Work to complete: Ignoring the pictures, repeat every entry below exactly as it appears.

[Collected data]
Start of Block
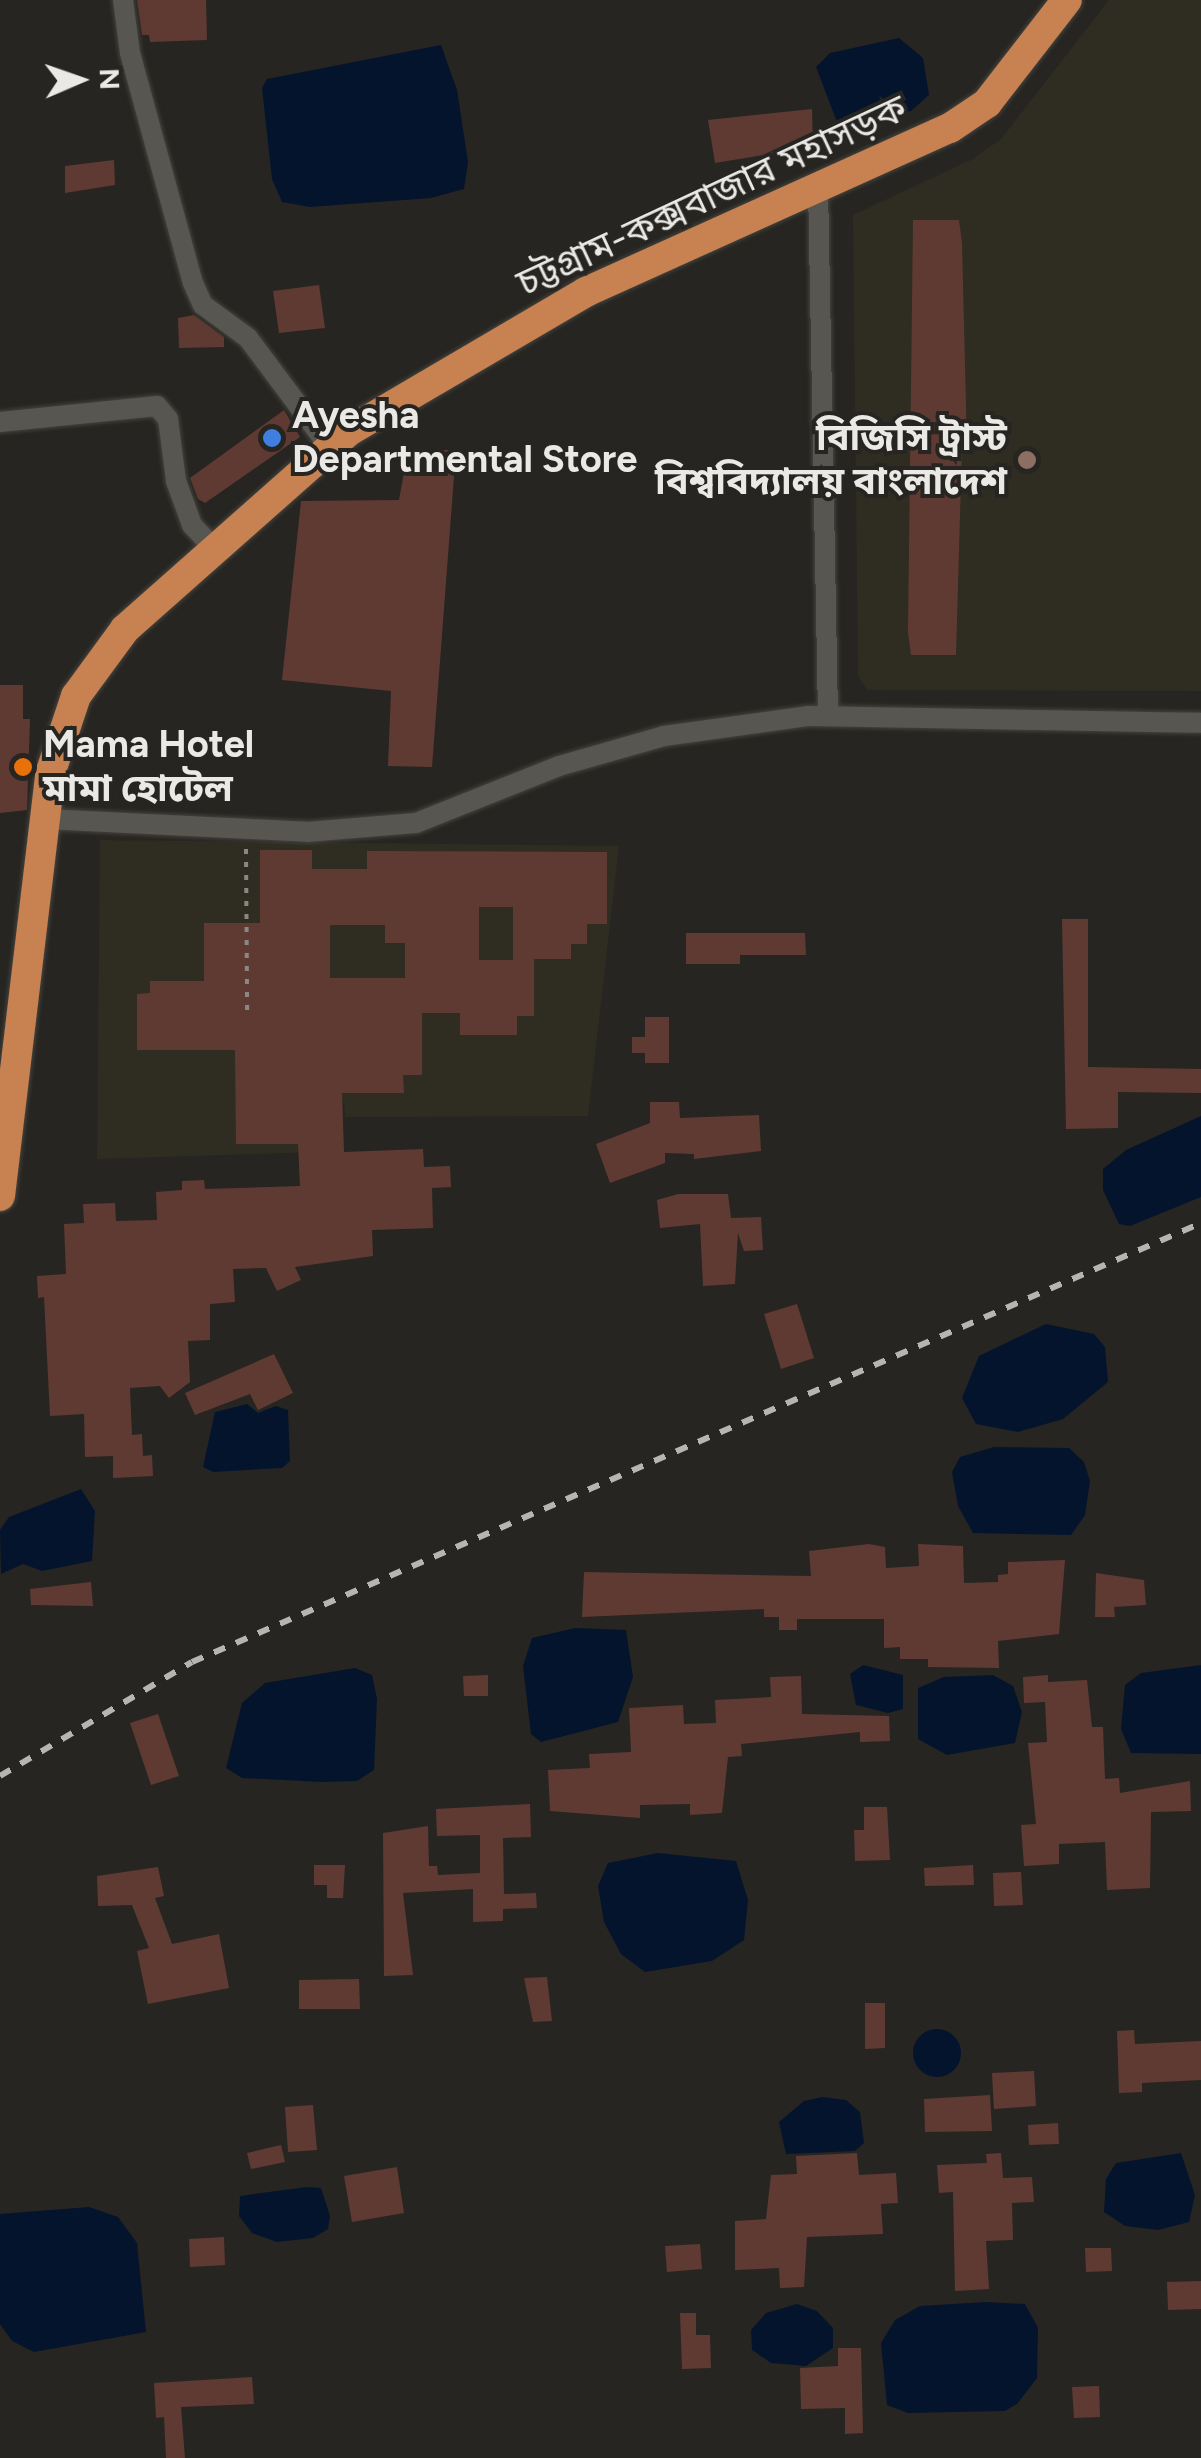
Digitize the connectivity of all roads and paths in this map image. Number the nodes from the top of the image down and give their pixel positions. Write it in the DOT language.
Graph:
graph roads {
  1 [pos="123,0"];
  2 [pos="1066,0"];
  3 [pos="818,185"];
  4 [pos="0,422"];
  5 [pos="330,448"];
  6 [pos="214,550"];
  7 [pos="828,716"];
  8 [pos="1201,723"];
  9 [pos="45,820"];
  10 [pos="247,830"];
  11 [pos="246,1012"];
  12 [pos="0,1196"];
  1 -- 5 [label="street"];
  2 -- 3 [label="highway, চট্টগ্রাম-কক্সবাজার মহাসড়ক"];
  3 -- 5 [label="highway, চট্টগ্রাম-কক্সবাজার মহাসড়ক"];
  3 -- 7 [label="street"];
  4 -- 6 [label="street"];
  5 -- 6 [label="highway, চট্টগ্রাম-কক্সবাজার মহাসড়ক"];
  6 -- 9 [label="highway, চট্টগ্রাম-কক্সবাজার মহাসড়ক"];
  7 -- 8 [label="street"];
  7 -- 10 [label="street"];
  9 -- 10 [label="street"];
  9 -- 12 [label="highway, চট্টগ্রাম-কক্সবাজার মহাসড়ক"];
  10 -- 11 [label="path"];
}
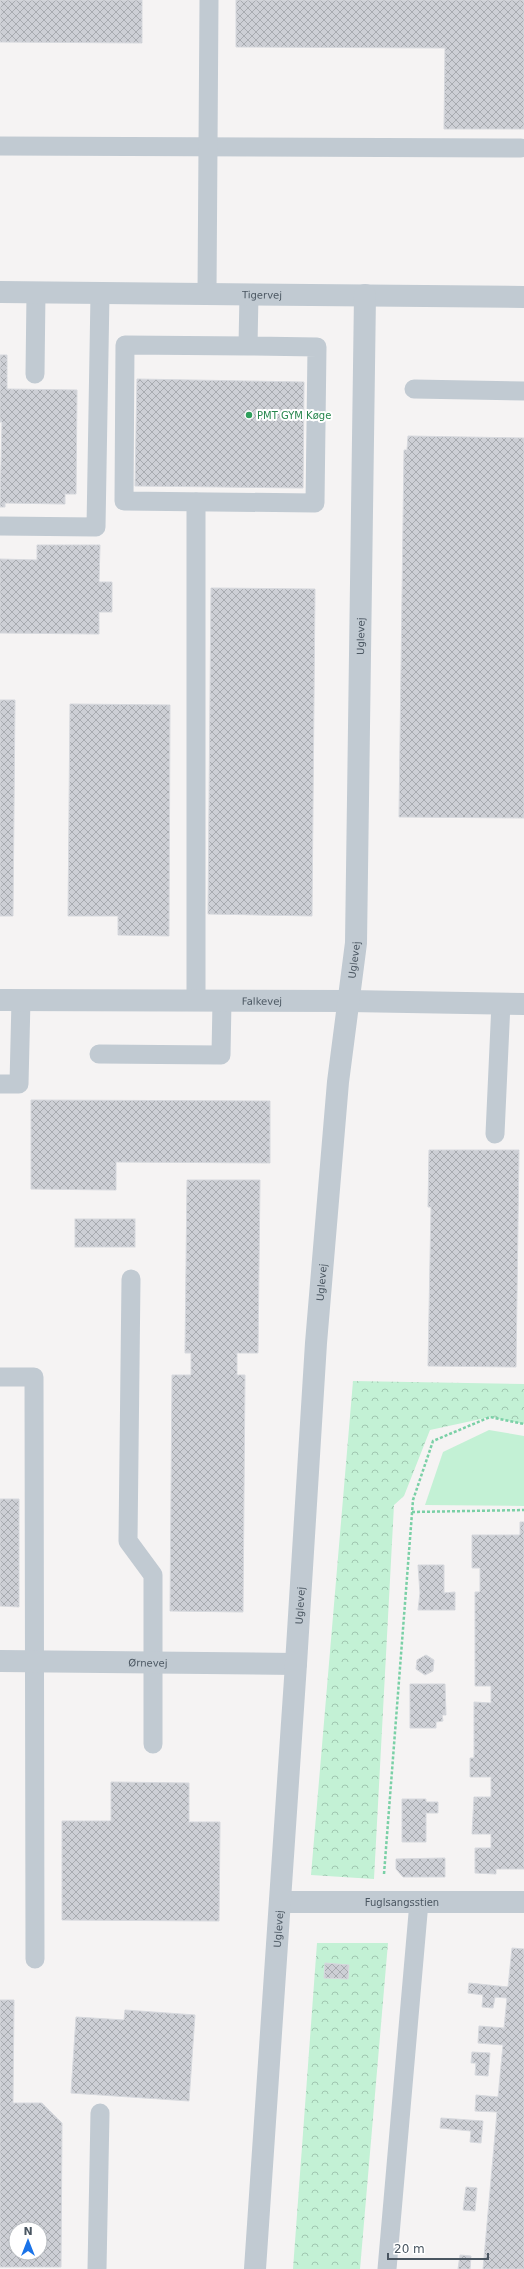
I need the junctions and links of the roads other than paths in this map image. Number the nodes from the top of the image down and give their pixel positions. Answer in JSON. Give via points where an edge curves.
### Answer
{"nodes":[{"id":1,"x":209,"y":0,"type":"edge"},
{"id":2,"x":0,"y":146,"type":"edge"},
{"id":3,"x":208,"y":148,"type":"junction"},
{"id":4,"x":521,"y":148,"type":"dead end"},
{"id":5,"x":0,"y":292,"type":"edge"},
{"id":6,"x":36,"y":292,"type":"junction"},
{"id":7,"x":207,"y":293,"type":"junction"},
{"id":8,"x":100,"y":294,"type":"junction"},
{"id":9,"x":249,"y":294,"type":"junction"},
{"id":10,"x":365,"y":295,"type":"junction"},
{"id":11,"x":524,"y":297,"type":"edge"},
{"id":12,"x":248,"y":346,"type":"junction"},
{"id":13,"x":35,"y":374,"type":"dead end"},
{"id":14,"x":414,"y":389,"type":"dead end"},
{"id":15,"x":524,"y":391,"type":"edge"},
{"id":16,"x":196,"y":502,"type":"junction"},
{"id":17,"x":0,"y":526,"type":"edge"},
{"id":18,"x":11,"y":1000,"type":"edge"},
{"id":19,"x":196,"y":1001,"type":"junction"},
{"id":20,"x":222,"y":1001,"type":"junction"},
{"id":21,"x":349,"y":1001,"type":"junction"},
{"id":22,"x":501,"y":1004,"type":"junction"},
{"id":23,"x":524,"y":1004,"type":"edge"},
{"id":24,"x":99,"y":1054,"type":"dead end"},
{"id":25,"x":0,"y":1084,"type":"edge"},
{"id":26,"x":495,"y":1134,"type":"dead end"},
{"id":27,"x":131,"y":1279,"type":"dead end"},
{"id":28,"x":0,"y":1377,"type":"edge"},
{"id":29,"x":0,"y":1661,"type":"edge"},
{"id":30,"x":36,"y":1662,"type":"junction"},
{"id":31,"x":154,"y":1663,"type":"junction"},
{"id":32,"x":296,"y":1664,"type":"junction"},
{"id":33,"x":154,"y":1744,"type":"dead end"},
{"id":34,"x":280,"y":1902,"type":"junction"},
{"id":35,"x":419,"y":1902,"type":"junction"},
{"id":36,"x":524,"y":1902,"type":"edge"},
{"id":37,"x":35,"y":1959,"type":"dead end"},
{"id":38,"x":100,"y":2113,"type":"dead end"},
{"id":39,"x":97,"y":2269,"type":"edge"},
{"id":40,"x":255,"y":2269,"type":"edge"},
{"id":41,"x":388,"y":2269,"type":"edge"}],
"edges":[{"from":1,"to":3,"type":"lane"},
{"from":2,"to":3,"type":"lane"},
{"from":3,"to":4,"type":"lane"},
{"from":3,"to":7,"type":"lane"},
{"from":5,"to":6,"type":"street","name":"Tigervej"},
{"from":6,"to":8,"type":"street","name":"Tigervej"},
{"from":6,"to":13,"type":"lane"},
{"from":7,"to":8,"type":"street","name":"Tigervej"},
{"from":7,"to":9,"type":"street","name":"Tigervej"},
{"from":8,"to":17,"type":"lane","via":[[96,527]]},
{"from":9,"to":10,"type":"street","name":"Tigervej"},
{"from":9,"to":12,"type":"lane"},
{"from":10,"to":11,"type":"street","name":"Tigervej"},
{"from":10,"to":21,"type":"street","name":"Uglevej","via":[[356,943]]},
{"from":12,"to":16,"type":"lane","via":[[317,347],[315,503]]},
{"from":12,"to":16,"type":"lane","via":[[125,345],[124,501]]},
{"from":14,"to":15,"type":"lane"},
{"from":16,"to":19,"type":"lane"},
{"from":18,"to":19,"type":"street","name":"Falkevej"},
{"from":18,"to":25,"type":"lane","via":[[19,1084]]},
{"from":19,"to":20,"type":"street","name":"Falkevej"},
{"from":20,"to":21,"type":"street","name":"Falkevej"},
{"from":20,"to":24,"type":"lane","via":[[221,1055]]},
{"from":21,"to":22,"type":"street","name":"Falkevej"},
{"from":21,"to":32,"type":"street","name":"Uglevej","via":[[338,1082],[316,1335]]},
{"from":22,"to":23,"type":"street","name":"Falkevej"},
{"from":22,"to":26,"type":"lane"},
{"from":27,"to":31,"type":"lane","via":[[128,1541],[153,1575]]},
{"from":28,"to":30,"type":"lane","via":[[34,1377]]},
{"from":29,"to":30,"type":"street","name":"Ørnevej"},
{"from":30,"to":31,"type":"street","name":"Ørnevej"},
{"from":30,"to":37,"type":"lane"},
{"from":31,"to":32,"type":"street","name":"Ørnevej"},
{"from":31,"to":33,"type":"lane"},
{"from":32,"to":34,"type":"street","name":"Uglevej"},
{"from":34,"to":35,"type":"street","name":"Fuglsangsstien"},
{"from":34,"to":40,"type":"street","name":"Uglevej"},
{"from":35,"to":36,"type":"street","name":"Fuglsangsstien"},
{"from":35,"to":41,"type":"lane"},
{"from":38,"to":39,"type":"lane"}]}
End of Block
Exercise output:
Digitize the connectivity of all roads and paths in this map image. Number the nodes from the top of the image down and give their pixel positions. Write it in the DOT language.
Graph:
graph roads {
  1 [pos="123,0"];
  2 [pos="1066,0"];
  3 [pos="818,185"];
  4 [pos="0,422"];
  5 [pos="330,448"];
  6 [pos="214,550"];
  7 [pos="828,716"];
  8 [pos="1201,723"];
  9 [pos="45,820"];
  10 [pos="247,830"];
  11 [pos="246,1012"];
  12 [pos="0,1196"];
  1 -- 5 [label="street"];
  2 -- 3 [label="highway, চট্টগ্রাম-কক্সবাজার মহাসড়ক"];
  3 -- 5 [label="highway, চট্টগ্রাম-কক্সবাজার মহাসড়ক"];
  3 -- 7 [label="street"];
  4 -- 6 [label="street"];
  5 -- 6 [label="highway, চট্টগ্রাম-কক্সবাজার মহাসড়ক"];
  6 -- 9 [label="highway, চট্টগ্রাম-কক্সবাজার মহাসড়ক"];
  7 -- 8 [label="street"];
  7 -- 10 [label="street"];
  9 -- 10 [label="street"];
  9 -- 12 [label="highway, চট্টগ্রাম-কক্সবাজার মহাসড়ক"];
  10 -- 11 [label="path"];
}
I need the junctions and links of the roads other than paths in this map image. Number the nodes from the top of the image down and give their pixel positions. Answer in JSON. Give via points where an edge curves.
### Answer
{"nodes":[{"id":1,"x":209,"y":0,"type":"edge"},
{"id":2,"x":0,"y":146,"type":"edge"},
{"id":3,"x":208,"y":148,"type":"junction"},
{"id":4,"x":521,"y":148,"type":"dead end"},
{"id":5,"x":0,"y":292,"type":"edge"},
{"id":6,"x":36,"y":292,"type":"junction"},
{"id":7,"x":207,"y":293,"type":"junction"},
{"id":8,"x":100,"y":294,"type":"junction"},
{"id":9,"x":249,"y":294,"type":"junction"},
{"id":10,"x":365,"y":295,"type":"junction"},
{"id":11,"x":524,"y":297,"type":"edge"},
{"id":12,"x":248,"y":346,"type":"junction"},
{"id":13,"x":35,"y":374,"type":"dead end"},
{"id":14,"x":414,"y":389,"type":"dead end"},
{"id":15,"x":524,"y":391,"type":"edge"},
{"id":16,"x":196,"y":502,"type":"junction"},
{"id":17,"x":0,"y":526,"type":"edge"},
{"id":18,"x":11,"y":1000,"type":"edge"},
{"id":19,"x":196,"y":1001,"type":"junction"},
{"id":20,"x":222,"y":1001,"type":"junction"},
{"id":21,"x":349,"y":1001,"type":"junction"},
{"id":22,"x":501,"y":1004,"type":"junction"},
{"id":23,"x":524,"y":1004,"type":"edge"},
{"id":24,"x":99,"y":1054,"type":"dead end"},
{"id":25,"x":0,"y":1084,"type":"edge"},
{"id":26,"x":495,"y":1134,"type":"dead end"},
{"id":27,"x":131,"y":1279,"type":"dead end"},
{"id":28,"x":0,"y":1377,"type":"edge"},
{"id":29,"x":0,"y":1661,"type":"edge"},
{"id":30,"x":36,"y":1662,"type":"junction"},
{"id":31,"x":154,"y":1663,"type":"junction"},
{"id":32,"x":296,"y":1664,"type":"junction"},
{"id":33,"x":154,"y":1744,"type":"dead end"},
{"id":34,"x":280,"y":1902,"type":"junction"},
{"id":35,"x":419,"y":1902,"type":"junction"},
{"id":36,"x":524,"y":1902,"type":"edge"},
{"id":37,"x":35,"y":1959,"type":"dead end"},
{"id":38,"x":100,"y":2113,"type":"dead end"},
{"id":39,"x":97,"y":2269,"type":"edge"},
{"id":40,"x":255,"y":2269,"type":"edge"},
{"id":41,"x":388,"y":2269,"type":"edge"}],
"edges":[{"from":1,"to":3,"type":"lane"},
{"from":2,"to":3,"type":"lane"},
{"from":3,"to":4,"type":"lane"},
{"from":3,"to":7,"type":"lane"},
{"from":5,"to":6,"type":"street","name":"Tigervej"},
{"from":6,"to":8,"type":"street","name":"Tigervej"},
{"from":6,"to":13,"type":"lane"},
{"from":7,"to":8,"type":"street","name":"Tigervej"},
{"from":7,"to":9,"type":"street","name":"Tigervej"},
{"from":8,"to":17,"type":"lane","via":[[96,527]]},
{"from":9,"to":10,"type":"street","name":"Tigervej"},
{"from":9,"to":12,"type":"lane"},
{"from":10,"to":11,"type":"street","name":"Tigervej"},
{"from":10,"to":21,"type":"street","name":"Uglevej","via":[[356,943]]},
{"from":12,"to":16,"type":"lane","via":[[317,347],[315,503]]},
{"from":12,"to":16,"type":"lane","via":[[125,345],[124,501]]},
{"from":14,"to":15,"type":"lane"},
{"from":16,"to":19,"type":"lane"},
{"from":18,"to":19,"type":"street","name":"Falkevej"},
{"from":18,"to":25,"type":"lane","via":[[19,1084]]},
{"from":19,"to":20,"type":"street","name":"Falkevej"},
{"from":20,"to":21,"type":"street","name":"Falkevej"},
{"from":20,"to":24,"type":"lane","via":[[221,1055]]},
{"from":21,"to":22,"type":"street","name":"Falkevej"},
{"from":21,"to":32,"type":"street","name":"Uglevej","via":[[338,1082],[316,1335]]},
{"from":22,"to":23,"type":"street","name":"Falkevej"},
{"from":22,"to":26,"type":"lane"},
{"from":27,"to":31,"type":"lane","via":[[128,1541],[153,1575]]},
{"from":28,"to":30,"type":"lane","via":[[34,1377]]},
{"from":29,"to":30,"type":"street","name":"Ørnevej"},
{"from":30,"to":31,"type":"street","name":"Ørnevej"},
{"from":30,"to":37,"type":"lane"},
{"from":31,"to":32,"type":"street","name":"Ørnevej"},
{"from":31,"to":33,"type":"lane"},
{"from":32,"to":34,"type":"street","name":"Uglevej"},
{"from":34,"to":35,"type":"street","name":"Fuglsangsstien"},
{"from":34,"to":40,"type":"street","name":"Uglevej"},
{"from":35,"to":36,"type":"street","name":"Fuglsangsstien"},
{"from":35,"to":41,"type":"lane"},
{"from":38,"to":39,"type":"lane"}]}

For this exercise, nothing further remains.